- **Activity**: Restate the listing in full, keeping every word as it is.

Given records START

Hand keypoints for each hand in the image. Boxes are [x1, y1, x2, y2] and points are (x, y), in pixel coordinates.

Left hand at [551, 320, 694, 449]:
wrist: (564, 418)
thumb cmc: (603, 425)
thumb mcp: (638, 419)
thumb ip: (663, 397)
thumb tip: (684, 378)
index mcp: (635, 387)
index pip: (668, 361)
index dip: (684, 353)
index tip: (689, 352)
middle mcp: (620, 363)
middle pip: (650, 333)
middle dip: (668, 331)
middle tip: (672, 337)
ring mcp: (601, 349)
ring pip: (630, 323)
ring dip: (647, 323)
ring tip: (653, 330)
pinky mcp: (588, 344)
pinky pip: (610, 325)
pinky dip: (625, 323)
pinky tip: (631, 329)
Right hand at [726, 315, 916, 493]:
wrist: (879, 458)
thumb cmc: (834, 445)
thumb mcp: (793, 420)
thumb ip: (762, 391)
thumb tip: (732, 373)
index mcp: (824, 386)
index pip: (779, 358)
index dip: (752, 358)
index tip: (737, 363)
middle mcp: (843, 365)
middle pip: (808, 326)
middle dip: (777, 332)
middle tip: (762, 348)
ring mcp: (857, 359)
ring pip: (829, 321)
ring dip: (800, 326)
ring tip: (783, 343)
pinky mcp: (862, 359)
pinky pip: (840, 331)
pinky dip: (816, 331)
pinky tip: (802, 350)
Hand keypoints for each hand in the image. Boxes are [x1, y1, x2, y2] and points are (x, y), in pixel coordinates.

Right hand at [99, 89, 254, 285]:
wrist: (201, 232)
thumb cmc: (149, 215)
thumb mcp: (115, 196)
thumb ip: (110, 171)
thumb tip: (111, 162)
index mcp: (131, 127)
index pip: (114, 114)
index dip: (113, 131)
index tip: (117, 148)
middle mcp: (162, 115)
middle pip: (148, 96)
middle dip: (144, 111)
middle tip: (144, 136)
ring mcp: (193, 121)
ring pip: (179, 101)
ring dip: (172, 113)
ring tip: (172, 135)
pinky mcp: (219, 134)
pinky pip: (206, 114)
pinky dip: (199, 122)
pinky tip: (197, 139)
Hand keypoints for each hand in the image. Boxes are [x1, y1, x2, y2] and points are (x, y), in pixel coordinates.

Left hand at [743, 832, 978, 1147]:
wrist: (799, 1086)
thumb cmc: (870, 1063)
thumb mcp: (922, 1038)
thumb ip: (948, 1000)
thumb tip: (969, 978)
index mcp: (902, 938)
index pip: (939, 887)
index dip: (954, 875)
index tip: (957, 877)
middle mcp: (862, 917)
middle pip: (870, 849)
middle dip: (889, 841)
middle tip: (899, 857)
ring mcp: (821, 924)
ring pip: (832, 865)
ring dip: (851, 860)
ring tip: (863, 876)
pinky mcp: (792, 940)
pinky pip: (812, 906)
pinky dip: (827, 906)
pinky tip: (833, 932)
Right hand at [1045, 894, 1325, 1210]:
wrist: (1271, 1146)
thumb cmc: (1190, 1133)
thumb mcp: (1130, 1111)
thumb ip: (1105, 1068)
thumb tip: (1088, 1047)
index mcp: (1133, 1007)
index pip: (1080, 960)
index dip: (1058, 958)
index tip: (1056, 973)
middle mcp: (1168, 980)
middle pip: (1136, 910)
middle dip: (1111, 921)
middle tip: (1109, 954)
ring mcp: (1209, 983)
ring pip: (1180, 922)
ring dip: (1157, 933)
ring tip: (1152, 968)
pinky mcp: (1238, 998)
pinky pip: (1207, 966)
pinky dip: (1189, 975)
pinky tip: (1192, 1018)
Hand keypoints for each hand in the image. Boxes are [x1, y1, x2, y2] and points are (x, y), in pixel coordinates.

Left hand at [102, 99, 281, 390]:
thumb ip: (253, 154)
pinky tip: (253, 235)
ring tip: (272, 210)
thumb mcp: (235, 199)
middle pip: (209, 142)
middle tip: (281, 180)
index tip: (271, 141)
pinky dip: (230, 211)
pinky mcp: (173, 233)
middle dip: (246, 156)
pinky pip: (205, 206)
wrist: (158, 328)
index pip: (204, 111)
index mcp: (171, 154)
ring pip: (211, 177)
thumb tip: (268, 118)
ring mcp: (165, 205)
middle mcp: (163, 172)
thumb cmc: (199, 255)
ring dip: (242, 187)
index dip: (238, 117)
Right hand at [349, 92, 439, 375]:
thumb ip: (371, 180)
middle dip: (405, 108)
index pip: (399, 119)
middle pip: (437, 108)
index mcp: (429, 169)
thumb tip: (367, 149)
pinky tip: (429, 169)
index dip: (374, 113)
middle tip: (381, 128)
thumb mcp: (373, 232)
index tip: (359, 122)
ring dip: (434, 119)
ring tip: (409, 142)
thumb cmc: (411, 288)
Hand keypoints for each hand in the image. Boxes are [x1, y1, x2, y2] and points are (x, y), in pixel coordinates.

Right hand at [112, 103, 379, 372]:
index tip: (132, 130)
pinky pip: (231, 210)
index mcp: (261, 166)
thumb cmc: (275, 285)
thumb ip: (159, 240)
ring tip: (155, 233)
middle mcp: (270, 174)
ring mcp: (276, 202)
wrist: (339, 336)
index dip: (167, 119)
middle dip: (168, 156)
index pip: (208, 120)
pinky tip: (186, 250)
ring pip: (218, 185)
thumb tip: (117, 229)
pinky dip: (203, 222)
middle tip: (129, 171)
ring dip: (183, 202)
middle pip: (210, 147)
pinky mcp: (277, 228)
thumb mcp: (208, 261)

Given records END

- **Result below**:
Hand keypoints for each hand in the image. Boxes are [x1, y1, x2, y2] and points are (x, y), in pixel coordinates.

Left hand at [551, 320, 694, 449]:
wrist: (564, 418)
thumb cmc: (603, 425)
thumb mcp: (638, 419)
thumb ip: (663, 397)
thumb tip: (684, 378)
index mcp: (635, 387)
index pip: (668, 361)
index dip: (684, 353)
index tip: (689, 352)
middle mcp: (620, 363)
middle pip: (650, 333)
middle dip: (668, 331)
middle tip: (672, 337)
ring mcp: (601, 349)
ring pip: (630, 323)
ring dip: (647, 323)
ring tip: (653, 330)
pinky mcp: (588, 344)
pinky pip: (610, 325)
pinky dip: (625, 323)
pinky tip: (631, 329)
Right hand at [726, 315, 916, 493]:
wrist: (879, 458)
thumb cmc: (834, 445)
thumb mcp: (793, 420)
thumb ip: (762, 391)
thumb tip: (732, 373)
index mcp: (824, 386)
index pip: (779, 358)
index dip: (752, 358)
index tip: (737, 363)
middle mcp: (843, 365)
middle pip: (808, 326)
middle dip: (777, 332)
middle tip: (762, 348)
ring mcp: (857, 359)
ring pip: (829, 321)
ring dip: (800, 326)
ring tip: (783, 343)
pinky mcp: (862, 359)
pinky pip: (840, 331)
pinky dip: (816, 331)
pinky tip: (802, 350)
Hand keypoints for each hand in the image. Boxes are [x1, y1, x2, y2] and points are (x, y), in pixel coordinates.

Right hand at [99, 89, 254, 285]:
wrist: (201, 232)
thumb cmc: (149, 215)
thumb mcp: (115, 196)
thumb ip: (110, 171)
thumb tip: (111, 162)
index mcp: (131, 127)
index pip: (114, 114)
index dip: (113, 131)
index tip: (117, 148)
middle mcp: (162, 115)
middle pip: (148, 96)
middle dip: (144, 111)
middle tip: (144, 136)
ring mcp: (193, 121)
ring pip: (179, 101)
ring dip: (172, 113)
ring tip: (172, 135)
pinky mcp: (219, 134)
pinky pip: (206, 114)
pinky dip: (199, 122)
pinky tip: (197, 139)
Hand keypoints for each hand in the image. Boxes are [x1, y1, x2, y2] and points are (x, y), in pixel coordinates.

Left hand at [743, 832, 978, 1147]:
wrist: (799, 1086)
thumb cmc: (870, 1063)
thumb mcp: (922, 1038)
thumb ip: (948, 1000)
thumb tip: (969, 978)
index mcp: (902, 938)
index pip: (939, 887)
index dip: (954, 875)
index tip: (957, 877)
middle mcp: (862, 917)
middle pip: (870, 849)
middle dip: (889, 841)
middle tip: (899, 857)
ring mcp: (821, 924)
ring pip: (832, 865)
ring dip: (851, 860)
ring tip: (863, 876)
pinky mcp: (792, 940)
pinky pip: (812, 906)
pinky dip: (827, 906)
pinky tip: (833, 932)
Right hand at [1045, 894, 1325, 1210]:
wrist: (1271, 1146)
thumb cmc: (1190, 1133)
thumb mcp: (1130, 1111)
thumb ip: (1105, 1068)
thumb tip: (1088, 1047)
index mcp: (1133, 1007)
index pip: (1080, 960)
index dip: (1058, 958)
index tip: (1056, 973)
middle mcp: (1168, 980)
middle pip: (1136, 910)
middle dip: (1111, 921)
middle tip: (1109, 954)
ring mcp: (1209, 983)
ring pip: (1180, 922)
ring dip: (1157, 933)
ring tip: (1152, 968)
pinky mcp: (1238, 998)
pinky pip: (1207, 966)
pinky dip: (1189, 975)
pinky tip: (1192, 1018)
Hand keypoints for each hand in the image. Boxes are [x1, y1, x2, y2] and points are (x, y), in pixel coordinates.

Left hand at [102, 99, 281, 390]:
thumb ip: (253, 154)
pinky tip: (253, 235)
ring tip: (272, 210)
thumb mcp: (235, 199)
middle pip: (209, 142)
middle tip: (281, 180)
index tip: (271, 141)
pinky dip: (230, 211)
pinky mcp: (173, 233)
middle dip: (246, 156)
pinky pip: (205, 206)
wrist: (158, 328)
index pip: (204, 111)
index mcp: (171, 154)
ring pip: (211, 177)
thumb tip: (268, 118)
ring mcp: (165, 205)
middle mcp: (163, 172)
thumb cmc: (199, 255)
ring dip: (242, 187)
index dip: (238, 117)
Right hand at [349, 92, 439, 375]:
thumb ip: (371, 180)
middle dip: (405, 108)
index pip: (399, 119)
middle pip: (437, 108)
index mcp: (429, 169)
thumb tip: (367, 149)
pinky tip: (429, 169)
index dip: (374, 113)
middle tip: (381, 128)
thumb mcp: (373, 232)
index tip: (359, 122)
ring dip: (434, 119)
ring tip: (409, 142)
thumb cmc: (411, 288)
Hand keypoints for each hand in the image. Boxes are [x1, y1, x2, y2] and points are (x, y), in pixel coordinates.

Right hand at [112, 103, 379, 372]:
index tip: (132, 130)
pinky pip: (231, 210)
index mcp: (261, 166)
thumb cmc: (275, 285)
thumb ip: (159, 240)
ring tip: (155, 233)
middle mcp: (270, 174)
ring mcp: (276, 202)
wrist: (339, 336)
index dip: (167, 119)
middle dip: (168, 156)
index pip: (208, 120)
pinky tip: (186, 250)
ring pip: (218, 185)
thumb tip: (117, 229)
pinky dip: (203, 222)
middle tip: (129, 171)
ring dip: (183, 202)
middle pip: (210, 147)
pinky mcp: (277, 228)
thumb mcp: (208, 261)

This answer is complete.